§ Exercise aim
Retype every record below exactly as it appears.
── Exercise input
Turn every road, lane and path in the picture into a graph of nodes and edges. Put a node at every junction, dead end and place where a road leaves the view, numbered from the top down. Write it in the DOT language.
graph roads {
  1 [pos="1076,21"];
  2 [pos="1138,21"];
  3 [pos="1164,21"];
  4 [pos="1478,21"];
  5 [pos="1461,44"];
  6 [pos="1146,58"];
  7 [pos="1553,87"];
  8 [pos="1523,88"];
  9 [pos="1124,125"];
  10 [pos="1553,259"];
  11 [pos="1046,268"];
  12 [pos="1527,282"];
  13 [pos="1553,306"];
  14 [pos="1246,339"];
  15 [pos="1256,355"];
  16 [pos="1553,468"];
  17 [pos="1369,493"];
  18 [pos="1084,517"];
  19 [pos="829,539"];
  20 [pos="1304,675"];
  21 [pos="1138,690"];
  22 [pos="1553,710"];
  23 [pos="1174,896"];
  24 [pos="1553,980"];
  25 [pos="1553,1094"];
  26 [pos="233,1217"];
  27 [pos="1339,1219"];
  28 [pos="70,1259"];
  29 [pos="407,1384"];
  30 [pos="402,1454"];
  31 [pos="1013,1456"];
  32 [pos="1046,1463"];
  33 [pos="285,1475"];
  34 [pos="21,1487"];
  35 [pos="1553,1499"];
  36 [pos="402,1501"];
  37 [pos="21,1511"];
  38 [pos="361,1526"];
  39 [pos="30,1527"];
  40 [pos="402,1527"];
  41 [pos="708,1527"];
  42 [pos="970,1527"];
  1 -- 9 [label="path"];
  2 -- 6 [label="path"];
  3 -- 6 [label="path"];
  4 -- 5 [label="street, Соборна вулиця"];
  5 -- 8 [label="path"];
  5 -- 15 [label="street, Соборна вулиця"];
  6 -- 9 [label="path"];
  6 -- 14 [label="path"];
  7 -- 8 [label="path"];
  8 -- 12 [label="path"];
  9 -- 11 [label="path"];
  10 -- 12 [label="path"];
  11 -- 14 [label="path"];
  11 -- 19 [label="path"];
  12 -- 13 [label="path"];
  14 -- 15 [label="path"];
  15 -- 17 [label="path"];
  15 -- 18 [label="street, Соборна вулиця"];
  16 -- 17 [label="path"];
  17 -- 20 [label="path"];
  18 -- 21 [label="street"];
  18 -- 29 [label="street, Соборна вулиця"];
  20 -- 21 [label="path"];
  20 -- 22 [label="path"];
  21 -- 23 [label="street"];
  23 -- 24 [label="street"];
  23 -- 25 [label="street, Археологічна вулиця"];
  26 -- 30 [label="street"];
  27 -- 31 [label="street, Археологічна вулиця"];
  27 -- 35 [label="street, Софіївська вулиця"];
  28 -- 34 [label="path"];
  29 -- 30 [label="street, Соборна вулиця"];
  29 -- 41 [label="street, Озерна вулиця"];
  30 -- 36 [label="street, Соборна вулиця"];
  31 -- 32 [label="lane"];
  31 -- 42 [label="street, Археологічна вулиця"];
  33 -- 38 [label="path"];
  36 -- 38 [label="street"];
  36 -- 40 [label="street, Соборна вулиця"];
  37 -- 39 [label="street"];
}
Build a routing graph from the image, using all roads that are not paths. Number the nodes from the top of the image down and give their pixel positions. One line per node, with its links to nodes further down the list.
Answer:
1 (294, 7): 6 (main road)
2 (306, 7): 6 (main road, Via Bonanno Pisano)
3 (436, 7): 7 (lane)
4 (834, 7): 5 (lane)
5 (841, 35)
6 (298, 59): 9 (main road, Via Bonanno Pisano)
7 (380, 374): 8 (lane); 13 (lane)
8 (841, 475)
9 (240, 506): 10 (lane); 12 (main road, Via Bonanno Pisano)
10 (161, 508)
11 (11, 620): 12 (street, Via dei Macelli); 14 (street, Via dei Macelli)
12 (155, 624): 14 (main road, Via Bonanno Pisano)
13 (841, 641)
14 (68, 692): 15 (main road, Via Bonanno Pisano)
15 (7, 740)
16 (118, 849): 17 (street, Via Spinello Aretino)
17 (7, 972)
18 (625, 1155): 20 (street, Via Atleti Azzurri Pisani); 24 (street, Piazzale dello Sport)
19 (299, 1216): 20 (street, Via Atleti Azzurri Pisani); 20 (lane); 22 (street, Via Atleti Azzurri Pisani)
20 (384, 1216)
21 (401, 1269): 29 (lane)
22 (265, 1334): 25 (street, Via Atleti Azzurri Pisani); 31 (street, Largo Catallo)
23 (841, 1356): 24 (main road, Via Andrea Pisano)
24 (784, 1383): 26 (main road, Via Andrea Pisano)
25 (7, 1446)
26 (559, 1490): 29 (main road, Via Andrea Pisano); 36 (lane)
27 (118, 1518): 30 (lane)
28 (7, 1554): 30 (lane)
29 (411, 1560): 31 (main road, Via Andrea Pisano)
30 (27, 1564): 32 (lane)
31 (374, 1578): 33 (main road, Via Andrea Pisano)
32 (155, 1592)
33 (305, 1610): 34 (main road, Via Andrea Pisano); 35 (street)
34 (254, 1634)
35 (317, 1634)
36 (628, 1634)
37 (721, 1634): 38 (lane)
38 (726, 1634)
────
§ Response to the task
Turn every road, lane and path in the picture into a graph of nodes and edges. Put a node at every junction, dead end and place where a road leaves the view, numbered from the top down. Write it in the DOT language.
graph roads {
  1 [pos="1076,21"];
  2 [pos="1138,21"];
  3 [pos="1164,21"];
  4 [pos="1478,21"];
  5 [pos="1461,44"];
  6 [pos="1146,58"];
  7 [pos="1553,87"];
  8 [pos="1523,88"];
  9 [pos="1124,125"];
  10 [pos="1553,259"];
  11 [pos="1046,268"];
  12 [pos="1527,282"];
  13 [pos="1553,306"];
  14 [pos="1246,339"];
  15 [pos="1256,355"];
  16 [pos="1553,468"];
  17 [pos="1369,493"];
  18 [pos="1084,517"];
  19 [pos="829,539"];
  20 [pos="1304,675"];
  21 [pos="1138,690"];
  22 [pos="1553,710"];
  23 [pos="1174,896"];
  24 [pos="1553,980"];
  25 [pos="1553,1094"];
  26 [pos="233,1217"];
  27 [pos="1339,1219"];
  28 [pos="70,1259"];
  29 [pos="407,1384"];
  30 [pos="402,1454"];
  31 [pos="1013,1456"];
  32 [pos="1046,1463"];
  33 [pos="285,1475"];
  34 [pos="21,1487"];
  35 [pos="1553,1499"];
  36 [pos="402,1501"];
  37 [pos="21,1511"];
  38 [pos="361,1526"];
  39 [pos="30,1527"];
  40 [pos="402,1527"];
  41 [pos="708,1527"];
  42 [pos="970,1527"];
  1 -- 9 [label="path"];
  2 -- 6 [label="path"];
  3 -- 6 [label="path"];
  4 -- 5 [label="street, Соборна вулиця"];
  5 -- 8 [label="path"];
  5 -- 15 [label="street, Соборна вулиця"];
  6 -- 9 [label="path"];
  6 -- 14 [label="path"];
  7 -- 8 [label="path"];
  8 -- 12 [label="path"];
  9 -- 11 [label="path"];
  10 -- 12 [label="path"];
  11 -- 14 [label="path"];
  11 -- 19 [label="path"];
  12 -- 13 [label="path"];
  14 -- 15 [label="path"];
  15 -- 17 [label="path"];
  15 -- 18 [label="street, Соборна вулиця"];
  16 -- 17 [label="path"];
  17 -- 20 [label="path"];
  18 -- 21 [label="street"];
  18 -- 29 [label="street, Соборна вулиця"];
  20 -- 21 [label="path"];
  20 -- 22 [label="path"];
  21 -- 23 [label="street"];
  23 -- 24 [label="street"];
  23 -- 25 [label="street, Археологічна вулиця"];
  26 -- 30 [label="street"];
  27 -- 31 [label="street, Археологічна вулиця"];
  27 -- 35 [label="street, Софіївська вулиця"];
  28 -- 34 [label="path"];
  29 -- 30 [label="street, Соборна вулиця"];
  29 -- 41 [label="street, Озерна вулиця"];
  30 -- 36 [label="street, Соборна вулиця"];
  31 -- 32 [label="lane"];
  31 -- 42 [label="street, Археологічна вулиця"];
  33 -- 38 [label="path"];
  36 -- 38 [label="street"];
  36 -- 40 [label="street, Соборна вулиця"];
  37 -- 39 [label="street"];
}
Build a routing graph from the image, using all roads that are not paths. Number the nodes from the top of the image down and give their pixel positions. One line per node, with its links to nodes further down the list.
Answer:
1 (294, 7): 6 (main road)
2 (306, 7): 6 (main road, Via Bonanno Pisano)
3 (436, 7): 7 (lane)
4 (834, 7): 5 (lane)
5 (841, 35)
6 (298, 59): 9 (main road, Via Bonanno Pisano)
7 (380, 374): 8 (lane); 13 (lane)
8 (841, 475)
9 (240, 506): 10 (lane); 12 (main road, Via Bonanno Pisano)
10 (161, 508)
11 (11, 620): 12 (street, Via dei Macelli); 14 (street, Via dei Macelli)
12 (155, 624): 14 (main road, Via Bonanno Pisano)
13 (841, 641)
14 (68, 692): 15 (main road, Via Bonanno Pisano)
15 (7, 740)
16 (118, 849): 17 (street, Via Spinello Aretino)
17 (7, 972)
18 (625, 1155): 20 (street, Via Atleti Azzurri Pisani); 24 (street, Piazzale dello Sport)
19 (299, 1216): 20 (street, Via Atleti Azzurri Pisani); 20 (lane); 22 (street, Via Atleti Azzurri Pisani)
20 (384, 1216)
21 (401, 1269): 29 (lane)
22 (265, 1334): 25 (street, Via Atleti Azzurri Pisani); 31 (street, Largo Catallo)
23 (841, 1356): 24 (main road, Via Andrea Pisano)
24 (784, 1383): 26 (main road, Via Andrea Pisano)
25 (7, 1446)
26 (559, 1490): 29 (main road, Via Andrea Pisano); 36 (lane)
27 (118, 1518): 30 (lane)
28 (7, 1554): 30 (lane)
29 (411, 1560): 31 (main road, Via Andrea Pisano)
30 (27, 1564): 32 (lane)
31 (374, 1578): 33 (main road, Via Andrea Pisano)
32 (155, 1592)
33 (305, 1610): 34 (main road, Via Andrea Pisano); 35 (street)
34 (254, 1634)
35 (317, 1634)
36 (628, 1634)
37 (721, 1634): 38 (lane)
38 (726, 1634)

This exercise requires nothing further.